If you’re going to go after kids’ data and try to figure out how best to market to them, the Federal Trade Commission doesn’t want that to happen until they’re at least the ripe old age of 14. The regulators are proposing an update to 1998’s Children’s Online Privacy Protection Act that would increase privacy for kids online, crack down on websites and third-parties seeking to gobble up their data, and shore up defenses for kids on mobile devices.
The FTC says now is the time to take another look at how things stand with the COPPA because of the wide proliferation of mobile devices that kids use alongside adults these days to access the Internet. Especially worrisome are third parties like data brokers, which the FTC thinks website owners should be responsible for.
For example — a child might not have its data tracked by a site like Disney.com, which requires parental permission to collect email addresses and the like, but if the kid clicks on a Facebook or Twitter icon on the site, is that click being recorded and collected?
According to Reuters, the FTC had no clue mobile Internet usage would explode as crazily as it did in the last 14 years.
“The commission did not foresee how easy and commonplace it would become for child-directed sites and services to integrate social networking and other personal information collection features into the content offered to their users, without maintaining ownership, control or access to the personal data,” the commission said in its proposed rule.

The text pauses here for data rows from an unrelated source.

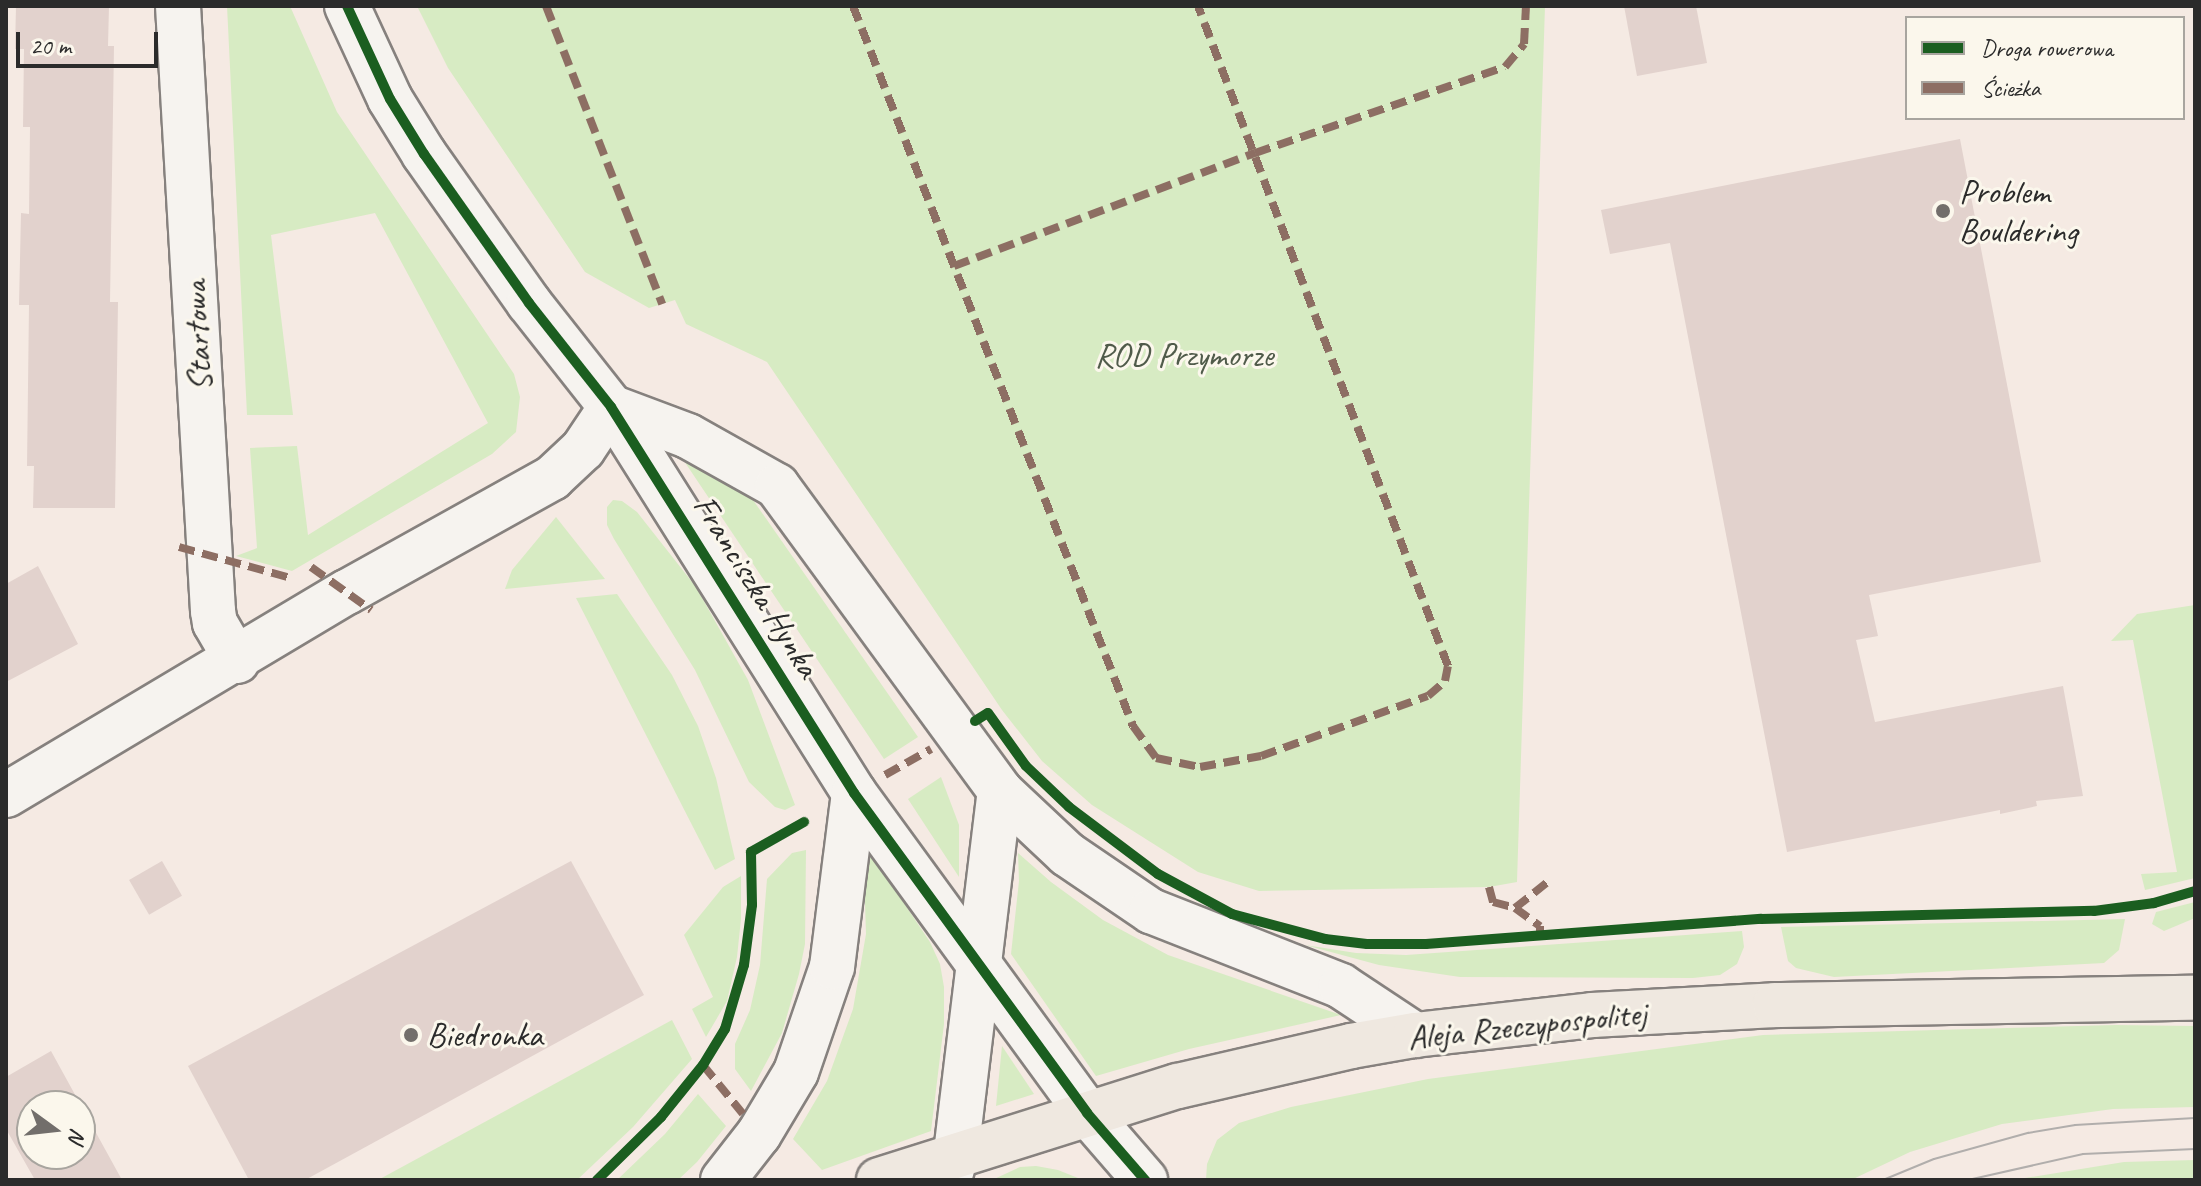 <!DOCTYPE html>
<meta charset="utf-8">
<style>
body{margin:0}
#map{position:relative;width:2201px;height:1186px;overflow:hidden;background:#f5eae3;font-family:Caveat,sans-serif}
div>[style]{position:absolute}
.green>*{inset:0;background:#d7ebc3}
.building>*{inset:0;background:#e2d2cd;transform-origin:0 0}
.roads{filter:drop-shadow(2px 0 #86817e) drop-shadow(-2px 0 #86817e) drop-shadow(0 2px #86817e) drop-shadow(0 -2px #86817e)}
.minor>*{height:44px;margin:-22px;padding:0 22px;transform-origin:22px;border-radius:22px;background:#f6f3ef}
.major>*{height:44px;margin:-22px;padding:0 22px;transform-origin:22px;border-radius:22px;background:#efe8e0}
.tram>*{height:2px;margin:-1px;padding:0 1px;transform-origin:1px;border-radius:1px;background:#b1aeac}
.quiet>*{height:8px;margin-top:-4px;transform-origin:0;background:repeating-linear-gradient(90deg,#8d6e63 0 16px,transparent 0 24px)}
.cycleway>*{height:10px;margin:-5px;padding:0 5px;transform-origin:5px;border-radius:5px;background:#1b5e20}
.dots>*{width:22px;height:22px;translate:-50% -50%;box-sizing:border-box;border:4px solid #fbf7ec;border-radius:50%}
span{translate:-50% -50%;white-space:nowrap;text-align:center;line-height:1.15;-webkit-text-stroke:6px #fbf7ec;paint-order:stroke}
.poi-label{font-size:34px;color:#2b2b2b}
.left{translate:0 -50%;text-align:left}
.street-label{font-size:34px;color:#2b2b2b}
.park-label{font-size:34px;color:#505b4a}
.frame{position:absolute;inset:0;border:8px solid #2b2b2b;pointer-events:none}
.legend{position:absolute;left:1905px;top:16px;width:280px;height:104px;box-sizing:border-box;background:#fbf7ec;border:2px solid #a8a59f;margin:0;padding:10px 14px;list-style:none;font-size:24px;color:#2b2b2b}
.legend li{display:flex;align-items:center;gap:16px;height:40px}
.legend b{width:40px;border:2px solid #a8a59f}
.north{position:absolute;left:16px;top:1090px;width:80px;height:80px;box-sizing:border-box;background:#fbf7ec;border:2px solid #a8a59f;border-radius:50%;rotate:105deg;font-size:22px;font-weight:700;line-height:32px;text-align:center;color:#2b2b2b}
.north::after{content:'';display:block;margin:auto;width:28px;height:36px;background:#726e6b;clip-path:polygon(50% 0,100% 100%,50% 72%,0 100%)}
.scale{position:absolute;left:16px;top:32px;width:142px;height:36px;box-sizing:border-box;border:4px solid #2b2b2b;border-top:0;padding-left:10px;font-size:24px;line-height:28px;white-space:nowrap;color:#2b2b2b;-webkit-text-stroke:6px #fbf7ec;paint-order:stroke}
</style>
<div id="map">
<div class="green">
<div style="clip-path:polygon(227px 6px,290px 6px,337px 112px,514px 374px,520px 397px,516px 432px,492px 454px,292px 571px,236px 556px,257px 548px,250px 448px,297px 446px,308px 535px,488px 423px,375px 213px,271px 235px,293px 415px,247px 415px)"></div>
<div style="clip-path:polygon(417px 6px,1545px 6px,1517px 882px,1489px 887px,1259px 891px,1198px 872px,1092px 805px,1042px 761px,1002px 710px,767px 362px,686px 324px,675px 300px,649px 308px,585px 272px,448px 68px)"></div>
<div style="clip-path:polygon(678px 452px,744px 487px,918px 737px,884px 759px)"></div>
<div style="clip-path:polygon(613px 500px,622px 501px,637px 512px,696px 587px,748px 680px,795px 805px,785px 810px,775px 807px,749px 782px,695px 670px,614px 539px,607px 525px,607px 507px)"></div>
<div style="clip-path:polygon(556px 517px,605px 579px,505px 589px,512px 570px)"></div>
<div style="clip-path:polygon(617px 594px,672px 675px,698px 726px,716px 778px,735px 859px,715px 870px,576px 598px)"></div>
<div style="clip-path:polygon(2195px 605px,2195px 878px,2145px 890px,2141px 874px,2177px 872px,2133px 640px,2111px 641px,2137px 614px)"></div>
<div style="clip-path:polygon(941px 777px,959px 825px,959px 877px,908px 799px)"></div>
<div style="clip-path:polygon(863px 842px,930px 942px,940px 964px,944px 987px,944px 1024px,931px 1131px,822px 1170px,793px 1139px,827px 1081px,853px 1009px,866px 934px)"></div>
<div style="clip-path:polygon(806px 850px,805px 944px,799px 974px,782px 1033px,751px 1091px,735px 1069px,735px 1044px,750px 1010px,760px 965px,767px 879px,792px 853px)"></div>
<div style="clip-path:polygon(1018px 853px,1051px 882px,1103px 920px,1168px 955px,1341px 1015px,1189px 1049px,1096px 1076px,1011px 954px,1019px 881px)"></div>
<div style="clip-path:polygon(741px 876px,741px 919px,737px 957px,727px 1001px,706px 1037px,692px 1009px,713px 997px,684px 935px,723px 887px)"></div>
<div style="clip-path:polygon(2195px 902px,2195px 918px,2164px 931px,2152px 924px,2156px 912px)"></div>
<div style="clip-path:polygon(2125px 919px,2119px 950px,2104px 963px,1834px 977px,1796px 968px,1788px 961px,1781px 927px)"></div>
<div style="clip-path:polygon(1742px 931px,1744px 947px,1737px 964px,1720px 975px,1693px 978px,1460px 977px,1379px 965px,1305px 945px,1356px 953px,1406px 955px)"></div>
<div style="clip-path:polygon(672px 1020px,692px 1059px,633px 1127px,577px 1180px,378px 1180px)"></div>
<div style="clip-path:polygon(2115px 1025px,2195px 1026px,2195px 1107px,2113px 1109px,2002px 1124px,1910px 1152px,1851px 1180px,1206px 1180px,1207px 1164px,1217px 1140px,1239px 1123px,1291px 1107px,1428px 1079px,1763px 1035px)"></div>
<div style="clip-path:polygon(1002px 1046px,1034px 1094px,996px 1106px)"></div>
<div style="clip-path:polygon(698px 1094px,726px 1126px,697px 1162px,678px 1180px,617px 1180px,665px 1134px)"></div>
<div style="clip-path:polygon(2195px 1160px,2195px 1180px,2013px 1180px,2124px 1162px)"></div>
<div style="clip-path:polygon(1036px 1166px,1058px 1170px,1083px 1180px,992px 1180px,1020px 1167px)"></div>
</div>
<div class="building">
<div style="clip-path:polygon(16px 6px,109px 6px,108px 46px,114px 46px,110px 302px,118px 302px,115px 508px,33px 508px,34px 466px,27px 466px,29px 305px,19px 305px,21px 213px,29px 214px,30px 127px,23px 127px,24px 49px,15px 49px)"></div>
<div style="clip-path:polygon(1624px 6px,1696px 6px,1707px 63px,1637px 76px)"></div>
<div style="clip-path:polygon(1960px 139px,2041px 562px,1869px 595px,1878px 636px,1856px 640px,1875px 722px,2063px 686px,2083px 796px,2036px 801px,2037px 806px,2000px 814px,2000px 810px,1787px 852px,1670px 243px,1610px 254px,1601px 210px)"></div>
<div style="clip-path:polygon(38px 566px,78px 644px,6px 682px,6px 584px)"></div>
<div style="left:162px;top:861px;width:40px;height:38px;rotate:60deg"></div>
<div style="clip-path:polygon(571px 861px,644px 995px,305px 1180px,249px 1180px,188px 1066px)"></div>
<div style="clip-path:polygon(evenodd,51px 1051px,122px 1180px,35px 1180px,6px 1129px,6px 1077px,51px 1051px,32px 1106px,80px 1106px,80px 1154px,32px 1154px,32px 1106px)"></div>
</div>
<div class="roads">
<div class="minor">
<div style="left:178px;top:6px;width:606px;rotate:86.69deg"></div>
<div style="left:213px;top:611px;width:12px;rotate:81deg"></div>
<div style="left:215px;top:623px;width:44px;rotate:59.9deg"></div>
<div style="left:347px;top:6px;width:102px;rotate:65.2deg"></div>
<div style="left:390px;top:99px;width:65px;rotate:58.3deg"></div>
<div style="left:424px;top:154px;width:182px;rotate:54.8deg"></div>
<div style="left:529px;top:303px;width:132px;rotate:51.7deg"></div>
<div style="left:611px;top:407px;width:456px;rotate:57.8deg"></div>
<div style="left:854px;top:793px;width:396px;rotate:53.9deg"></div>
<div style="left:1087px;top:1113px;width:89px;rotate:49.1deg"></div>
<div style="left:611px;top:407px;width:82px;rotate:20.6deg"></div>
<div style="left:688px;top:436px;width:102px;rotate:29.3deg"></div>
<div style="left:777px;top:486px;width:378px;rotate:53.8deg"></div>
<div style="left:1000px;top:791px;width:92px;rotate:43.2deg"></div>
<div style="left:1067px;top:854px;width:102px;rotate:34.2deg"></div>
<div style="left:1151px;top:911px;width:204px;rotate:21.5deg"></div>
<div style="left:1341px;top:986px;width:89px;rotate:33.5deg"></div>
<div style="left:6px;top:795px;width:397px;rotate:-30.8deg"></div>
<div style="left:347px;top:592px;width:235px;rotate:-29.1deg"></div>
<div style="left:552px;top:478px;width:42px;rotate:-43.1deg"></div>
<div style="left:583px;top:449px;width:50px;rotate:-56.3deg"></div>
<div style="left:723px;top:1180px;width:58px;rotate:-52deg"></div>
<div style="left:759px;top:1134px;width:72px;rotate:-59.2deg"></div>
<div style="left:796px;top:1072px;width:111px;rotate:-71.1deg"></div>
<div style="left:832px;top:967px;width:175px;rotate:-82.8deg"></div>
<div style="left:949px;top:1180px;width:28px;rotate:-75deg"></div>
<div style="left:956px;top:1153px;width:365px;rotate:-83.1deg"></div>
</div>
<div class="major">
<div style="left:879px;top:1180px;width:313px;rotate:-17.5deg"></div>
<div style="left:1178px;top:1086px;width:178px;rotate:-13deg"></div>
<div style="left:1351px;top:1046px;width:65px;rotate:-9.8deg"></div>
<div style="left:1415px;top:1035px;width:178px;rotate:-6.4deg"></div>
<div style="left:1592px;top:1015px;width:183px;rotate:-3.1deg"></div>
<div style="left:1775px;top:1005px;width:420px;rotate:-1deg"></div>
</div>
</div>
<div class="tram">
<div style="left:1883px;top:1180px;width:55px;rotate:-22.4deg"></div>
<div style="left:1934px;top:1159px;width:98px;rotate:-15.5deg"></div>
<div style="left:2028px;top:1133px;width:48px;rotate:-9.7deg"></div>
<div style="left:2075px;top:1125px;width:120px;rotate:-3.3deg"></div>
<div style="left:1968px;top:1180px;width:118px;rotate:-12.7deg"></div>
<div style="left:2083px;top:1154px;width:112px;rotate:-2.6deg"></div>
</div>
<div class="quiet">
<div style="left:546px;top:6px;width:320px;rotate:68.7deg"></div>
<div style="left:853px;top:6px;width:773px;rotate:68.75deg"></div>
<div style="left:1133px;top:726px;width:39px;rotate:54deg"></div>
<div style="left:1156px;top:758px;width:45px;rotate:11.6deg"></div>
<div style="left:1200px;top:767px;width:62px;rotate:-10.2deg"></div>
<div style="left:1261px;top:756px;width:177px;rotate:-19.8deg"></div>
<div style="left:1428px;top:696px;width:23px;rotate:-41deg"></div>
<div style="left:1445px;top:681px;width:15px;rotate:-79deg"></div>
<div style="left:1448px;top:666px;width:706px;rotate:-110.75deg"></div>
<div style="left:954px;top:266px;width:322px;rotate:-20.6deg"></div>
<div style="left:1255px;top:153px;width:264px;rotate:-19deg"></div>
<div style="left:1505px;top:67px;width:30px;rotate:-50deg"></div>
<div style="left:1524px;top:44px;width:38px;rotate:-87deg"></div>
<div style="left:179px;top:547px;width:116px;rotate:15.5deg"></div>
<div style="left:311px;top:567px;width:74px;rotate:35.6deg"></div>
<div style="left:885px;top:775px;width:53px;rotate:-29.5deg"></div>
<div style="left:1489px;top:887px;width:16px;rotate:75deg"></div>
<div style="left:1493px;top:902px;width:23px;rotate:15deg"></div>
<div style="left:1515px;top:908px;width:31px;rotate:36deg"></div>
<div style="left:1540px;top:926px;width:9px;rotate:90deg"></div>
<div style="left:1515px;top:908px;width:43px;rotate:-38.5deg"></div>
<div style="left:703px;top:1065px;width:63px;rotate:50.8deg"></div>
</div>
<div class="cycleway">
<div style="left:347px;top:6px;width:102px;rotate:65.2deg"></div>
<div style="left:390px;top:99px;width:65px;rotate:58.3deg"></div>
<div style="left:424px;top:154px;width:182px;rotate:54.8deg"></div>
<div style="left:529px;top:303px;width:132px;rotate:51.7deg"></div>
<div style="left:611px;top:407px;width:456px;rotate:57.8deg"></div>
<div style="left:854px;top:793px;width:396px;rotate:53.9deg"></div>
<div style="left:1087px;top:1113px;width:89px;rotate:49.1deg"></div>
<div style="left:975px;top:721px;width:15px;rotate:-32deg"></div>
<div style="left:988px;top:713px;width:65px;rotate:54.4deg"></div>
<div style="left:1026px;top:766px;width:59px;rotate:43.6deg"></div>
<div style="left:1069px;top:807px;width:111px;rotate:37deg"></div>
<div style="left:1158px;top:874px;width:84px;rotate:28.4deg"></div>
<div style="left:1232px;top:914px;width:96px;rotate:15deg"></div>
<div style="left:1325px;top:939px;width:42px;rotate:6.8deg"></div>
<div style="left:1367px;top:944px;width:59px"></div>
<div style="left:1426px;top:944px;width:336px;rotate:-4.3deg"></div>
<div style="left:1761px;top:919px;width:333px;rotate:-1.4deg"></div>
<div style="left:2094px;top:911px;width:61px;rotate:-7.6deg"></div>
<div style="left:2154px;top:903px;width:43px;rotate:-16.3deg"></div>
<div style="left:597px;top:1180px;width:90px;rotate:-44.5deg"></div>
<div style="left:661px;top:1117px;width:67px;rotate:-51.1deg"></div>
<div style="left:703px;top:1065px;width:42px;rotate:-58.6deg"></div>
<div style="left:725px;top:1029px;width:67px;rotate:-73.5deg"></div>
<div style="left:744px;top:965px;width:61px;rotate:-82.4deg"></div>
<div style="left:752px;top:905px;width:53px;rotate:-91.1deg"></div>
<div style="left:751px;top:852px;width:61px;rotate:-29.5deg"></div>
</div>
<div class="dots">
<div style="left:1943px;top:211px;background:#726e6b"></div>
<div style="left:411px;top:1035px;background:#726e6b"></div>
</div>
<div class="poi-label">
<span class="left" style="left:1959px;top:211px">Problem<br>Bouldering</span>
<span class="left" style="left:427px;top:1035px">Biedronka</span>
</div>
<div class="street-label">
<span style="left:197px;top:336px;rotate:-93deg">Startowa</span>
<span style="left:757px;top:586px;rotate:58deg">Franciszka Hynka</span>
<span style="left:1527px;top:1025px;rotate:-6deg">Aleja Rzeczypospolitej</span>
</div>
<div class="park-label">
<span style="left:1184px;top:355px">ROD Przymorze</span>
</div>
<div class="frame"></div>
<ul class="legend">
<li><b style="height:10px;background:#1b5e20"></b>Droga rowerowa</li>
<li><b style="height:10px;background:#8d6e63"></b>Ścieżka</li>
</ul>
<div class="north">N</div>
<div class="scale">20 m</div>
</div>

The update to the rule, which is an amendment to a year-old proposal, says that any family websites should be allowed to screen users for age and then provide COPPA protection to those under 13. Parents who might use the site wouldn’t be protected once they verify their ages. Right now, any family website treats all users as if they’re under 13.
Any personal information, including IP addresses or anything that sites use to recognize users across different sites must get parental permission to be collected while the child is online, according to the FTC’s proposal.
Consumers Union, the advocacy arm of our elder siblings at Consumer Reports, praised the proposal.
“COPPA is an important tool to protect children online. In order for it to remain effective, however, we must ensure that the law’s interpretation keeps up with the rapid advancement of technology,” said Ioana Rusu, regulatory counsel for Consumers Union. “The additional modifications proposed by the FTC today would close some loopholes and give parents the peace of mind that their children aren’t being tracked on websites designed for kids without permission.”
While some critics might be in favor of using such rules for any minors, the 13 rule is kind of like a PG-13 movie — once you’re 14 you’re totally fair game.